For the lab team, ensuring quality is the most important thing they do. Delivering accurate data helps internal customers make the appropriate design tweaks to produce the best possible products. D’Albani gets a lot of satisfaction from playing a part in a larger number of projects as well as jumping in to help out whenever needed.
“I get to work on almost every Unitary project now, where before I would work on a single project for over a year,” she said.
While D’Albani also recognizes that being a woman in a male-dominated field can present challenges, she doesn’t let it distract her.
“I've always felt it didn't matter whether people saw me as a woman or Asian or anything they might use to define me,” she said. “This was what I wanted to do, and I wasn't going to let anybody stop me.”
As she grew with Trane, D’Albani began to take advantage of company resources, joining employee resource groups and other team-building activities. Recently, she has been embracing training opportunities to boost diverse hiring.
She’s learned that a strong hiring process makes it easier to choose the best person for the job, and having a diverse pool is a big part of that equation. In turn, having a wider variety of people and ideas just make the job better.
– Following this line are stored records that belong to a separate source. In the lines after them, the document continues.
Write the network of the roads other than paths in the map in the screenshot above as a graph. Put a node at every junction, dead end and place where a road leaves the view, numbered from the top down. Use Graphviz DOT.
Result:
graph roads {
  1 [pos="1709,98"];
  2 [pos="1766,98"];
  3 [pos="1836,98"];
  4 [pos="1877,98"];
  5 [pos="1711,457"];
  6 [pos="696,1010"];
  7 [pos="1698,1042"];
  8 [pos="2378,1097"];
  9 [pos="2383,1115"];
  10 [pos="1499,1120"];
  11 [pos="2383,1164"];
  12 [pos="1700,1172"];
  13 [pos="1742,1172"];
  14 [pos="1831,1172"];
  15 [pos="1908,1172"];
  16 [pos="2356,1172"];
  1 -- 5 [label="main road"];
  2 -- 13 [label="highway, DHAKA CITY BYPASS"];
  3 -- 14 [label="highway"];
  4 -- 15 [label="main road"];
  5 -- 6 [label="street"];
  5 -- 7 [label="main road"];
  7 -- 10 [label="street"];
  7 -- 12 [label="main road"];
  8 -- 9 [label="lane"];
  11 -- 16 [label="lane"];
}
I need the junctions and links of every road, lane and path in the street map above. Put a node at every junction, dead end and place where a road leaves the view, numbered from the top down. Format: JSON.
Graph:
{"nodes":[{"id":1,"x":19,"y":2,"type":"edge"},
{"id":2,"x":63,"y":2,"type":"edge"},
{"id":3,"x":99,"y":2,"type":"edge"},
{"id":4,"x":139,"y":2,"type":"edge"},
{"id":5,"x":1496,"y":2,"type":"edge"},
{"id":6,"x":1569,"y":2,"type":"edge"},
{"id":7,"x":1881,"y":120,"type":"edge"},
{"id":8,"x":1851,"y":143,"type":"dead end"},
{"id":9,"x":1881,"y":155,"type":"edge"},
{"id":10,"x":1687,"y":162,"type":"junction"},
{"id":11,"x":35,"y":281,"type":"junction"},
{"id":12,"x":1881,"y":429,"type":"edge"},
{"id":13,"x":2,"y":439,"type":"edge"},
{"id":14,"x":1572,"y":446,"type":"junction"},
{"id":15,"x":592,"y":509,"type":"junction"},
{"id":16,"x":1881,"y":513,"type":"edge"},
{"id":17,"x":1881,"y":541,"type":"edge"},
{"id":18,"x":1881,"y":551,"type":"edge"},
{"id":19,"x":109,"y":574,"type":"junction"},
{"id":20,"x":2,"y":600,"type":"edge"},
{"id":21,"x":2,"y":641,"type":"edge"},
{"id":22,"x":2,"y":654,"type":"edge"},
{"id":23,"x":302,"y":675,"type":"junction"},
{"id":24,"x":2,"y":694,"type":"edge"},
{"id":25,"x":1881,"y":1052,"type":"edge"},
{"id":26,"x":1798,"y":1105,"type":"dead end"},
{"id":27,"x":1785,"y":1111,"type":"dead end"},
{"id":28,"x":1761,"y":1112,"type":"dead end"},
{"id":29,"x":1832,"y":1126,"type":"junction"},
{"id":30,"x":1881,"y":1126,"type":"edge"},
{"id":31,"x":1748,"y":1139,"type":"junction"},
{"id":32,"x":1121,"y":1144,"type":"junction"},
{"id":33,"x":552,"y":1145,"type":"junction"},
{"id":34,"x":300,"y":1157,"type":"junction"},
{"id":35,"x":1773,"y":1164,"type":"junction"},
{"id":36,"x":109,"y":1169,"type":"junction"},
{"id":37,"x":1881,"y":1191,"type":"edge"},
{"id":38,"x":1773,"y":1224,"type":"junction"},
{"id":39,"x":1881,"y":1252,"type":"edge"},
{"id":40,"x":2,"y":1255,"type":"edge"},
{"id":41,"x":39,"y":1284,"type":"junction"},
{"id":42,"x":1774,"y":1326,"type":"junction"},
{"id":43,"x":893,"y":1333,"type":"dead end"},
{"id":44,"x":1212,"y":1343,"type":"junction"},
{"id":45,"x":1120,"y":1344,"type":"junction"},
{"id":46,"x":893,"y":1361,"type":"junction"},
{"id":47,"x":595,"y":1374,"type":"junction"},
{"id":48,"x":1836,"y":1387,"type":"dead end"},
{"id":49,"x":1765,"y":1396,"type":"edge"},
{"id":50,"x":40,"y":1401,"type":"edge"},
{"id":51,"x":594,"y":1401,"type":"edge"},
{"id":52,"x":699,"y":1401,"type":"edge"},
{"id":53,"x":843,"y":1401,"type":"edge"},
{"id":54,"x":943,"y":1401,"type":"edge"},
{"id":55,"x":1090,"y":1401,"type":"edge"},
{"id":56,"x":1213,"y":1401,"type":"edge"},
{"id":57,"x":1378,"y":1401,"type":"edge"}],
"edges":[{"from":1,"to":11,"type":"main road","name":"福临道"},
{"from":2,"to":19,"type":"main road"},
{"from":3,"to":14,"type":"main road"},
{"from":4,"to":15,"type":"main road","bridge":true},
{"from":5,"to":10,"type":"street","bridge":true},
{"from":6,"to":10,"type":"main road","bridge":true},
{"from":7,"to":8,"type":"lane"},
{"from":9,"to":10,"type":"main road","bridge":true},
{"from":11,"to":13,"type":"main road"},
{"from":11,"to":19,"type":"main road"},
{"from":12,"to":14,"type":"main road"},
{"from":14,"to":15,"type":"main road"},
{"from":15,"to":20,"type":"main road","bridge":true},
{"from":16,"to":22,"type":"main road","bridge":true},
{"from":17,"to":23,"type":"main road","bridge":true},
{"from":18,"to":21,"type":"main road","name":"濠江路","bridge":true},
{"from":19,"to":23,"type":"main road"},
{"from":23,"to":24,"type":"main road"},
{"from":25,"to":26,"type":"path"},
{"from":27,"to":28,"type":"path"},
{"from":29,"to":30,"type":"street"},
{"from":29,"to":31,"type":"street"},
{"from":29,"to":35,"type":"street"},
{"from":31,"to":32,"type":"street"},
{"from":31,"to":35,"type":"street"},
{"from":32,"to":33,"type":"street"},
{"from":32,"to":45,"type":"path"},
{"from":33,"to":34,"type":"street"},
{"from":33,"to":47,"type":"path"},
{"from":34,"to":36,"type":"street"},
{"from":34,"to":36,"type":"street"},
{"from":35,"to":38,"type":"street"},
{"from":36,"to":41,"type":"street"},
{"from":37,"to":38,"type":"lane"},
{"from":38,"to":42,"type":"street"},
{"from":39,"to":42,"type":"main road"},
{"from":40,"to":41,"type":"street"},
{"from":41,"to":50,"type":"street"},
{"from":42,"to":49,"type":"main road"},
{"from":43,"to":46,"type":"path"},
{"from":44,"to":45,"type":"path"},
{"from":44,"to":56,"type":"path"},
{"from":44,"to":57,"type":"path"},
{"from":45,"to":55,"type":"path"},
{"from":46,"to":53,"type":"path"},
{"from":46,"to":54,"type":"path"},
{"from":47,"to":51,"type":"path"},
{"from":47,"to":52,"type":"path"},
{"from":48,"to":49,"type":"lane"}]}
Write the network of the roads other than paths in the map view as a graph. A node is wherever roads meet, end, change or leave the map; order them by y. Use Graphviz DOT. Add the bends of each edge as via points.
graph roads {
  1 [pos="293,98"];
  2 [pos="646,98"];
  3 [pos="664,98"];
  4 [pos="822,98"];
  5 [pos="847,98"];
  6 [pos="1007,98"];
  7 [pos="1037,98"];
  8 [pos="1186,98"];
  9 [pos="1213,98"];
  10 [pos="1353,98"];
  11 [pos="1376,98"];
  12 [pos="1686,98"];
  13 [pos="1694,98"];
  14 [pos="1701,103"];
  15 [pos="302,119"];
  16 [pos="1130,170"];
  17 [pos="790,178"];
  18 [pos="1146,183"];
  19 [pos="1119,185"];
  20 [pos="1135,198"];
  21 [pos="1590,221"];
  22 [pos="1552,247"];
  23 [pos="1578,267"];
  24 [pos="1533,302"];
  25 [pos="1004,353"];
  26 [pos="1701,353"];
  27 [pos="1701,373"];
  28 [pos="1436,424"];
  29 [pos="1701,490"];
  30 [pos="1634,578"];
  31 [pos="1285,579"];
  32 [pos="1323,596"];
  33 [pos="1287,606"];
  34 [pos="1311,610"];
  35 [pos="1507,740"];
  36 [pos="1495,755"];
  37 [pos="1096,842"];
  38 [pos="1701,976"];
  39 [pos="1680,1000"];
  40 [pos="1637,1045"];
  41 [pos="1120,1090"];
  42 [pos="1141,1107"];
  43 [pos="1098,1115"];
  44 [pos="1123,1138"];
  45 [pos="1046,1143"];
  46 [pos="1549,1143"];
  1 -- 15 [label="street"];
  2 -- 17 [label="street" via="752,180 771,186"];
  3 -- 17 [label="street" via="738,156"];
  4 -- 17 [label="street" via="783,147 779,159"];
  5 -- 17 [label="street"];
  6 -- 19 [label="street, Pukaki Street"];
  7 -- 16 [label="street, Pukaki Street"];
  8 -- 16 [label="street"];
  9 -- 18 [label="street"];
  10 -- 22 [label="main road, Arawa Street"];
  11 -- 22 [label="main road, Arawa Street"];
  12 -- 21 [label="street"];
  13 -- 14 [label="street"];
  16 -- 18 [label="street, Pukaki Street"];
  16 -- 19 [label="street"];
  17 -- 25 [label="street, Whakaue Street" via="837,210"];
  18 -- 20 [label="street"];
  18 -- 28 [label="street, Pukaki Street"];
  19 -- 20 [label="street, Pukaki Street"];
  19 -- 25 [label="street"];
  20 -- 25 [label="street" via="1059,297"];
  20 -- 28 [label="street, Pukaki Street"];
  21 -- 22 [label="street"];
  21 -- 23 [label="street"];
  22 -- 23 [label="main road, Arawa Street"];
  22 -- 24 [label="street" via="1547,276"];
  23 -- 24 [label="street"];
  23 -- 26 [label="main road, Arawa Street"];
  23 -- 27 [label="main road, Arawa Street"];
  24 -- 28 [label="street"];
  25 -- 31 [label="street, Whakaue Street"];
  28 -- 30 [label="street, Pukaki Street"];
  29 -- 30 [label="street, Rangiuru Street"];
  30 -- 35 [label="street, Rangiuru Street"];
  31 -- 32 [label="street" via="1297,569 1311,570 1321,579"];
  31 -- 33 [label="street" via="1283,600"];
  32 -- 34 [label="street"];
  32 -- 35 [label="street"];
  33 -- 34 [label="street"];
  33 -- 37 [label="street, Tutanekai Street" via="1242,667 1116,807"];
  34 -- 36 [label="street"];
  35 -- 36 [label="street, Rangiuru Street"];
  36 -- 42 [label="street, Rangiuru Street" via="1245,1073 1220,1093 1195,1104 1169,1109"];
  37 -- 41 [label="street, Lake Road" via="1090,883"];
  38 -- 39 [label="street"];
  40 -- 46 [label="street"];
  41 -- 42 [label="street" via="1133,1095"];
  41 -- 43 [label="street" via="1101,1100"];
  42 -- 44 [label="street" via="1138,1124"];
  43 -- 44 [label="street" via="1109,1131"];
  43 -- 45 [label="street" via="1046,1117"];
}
“The diversity here is incredible,” said D’Albani. “There are so many backgrounds, and I get to interact with people from different locations across the world.”
After eight years at Trane, she loves testing herself against each new challenge and enjoys being part of a team, particularly one that shares a common mission.
“Everybody wants to do things the right way and safely, even if it's not the easiest way,” said D’Albani. “Trane emphasizes the same values I’ve always had, like integrity, honesty, and perseverance. It makes me proud to work for this company.”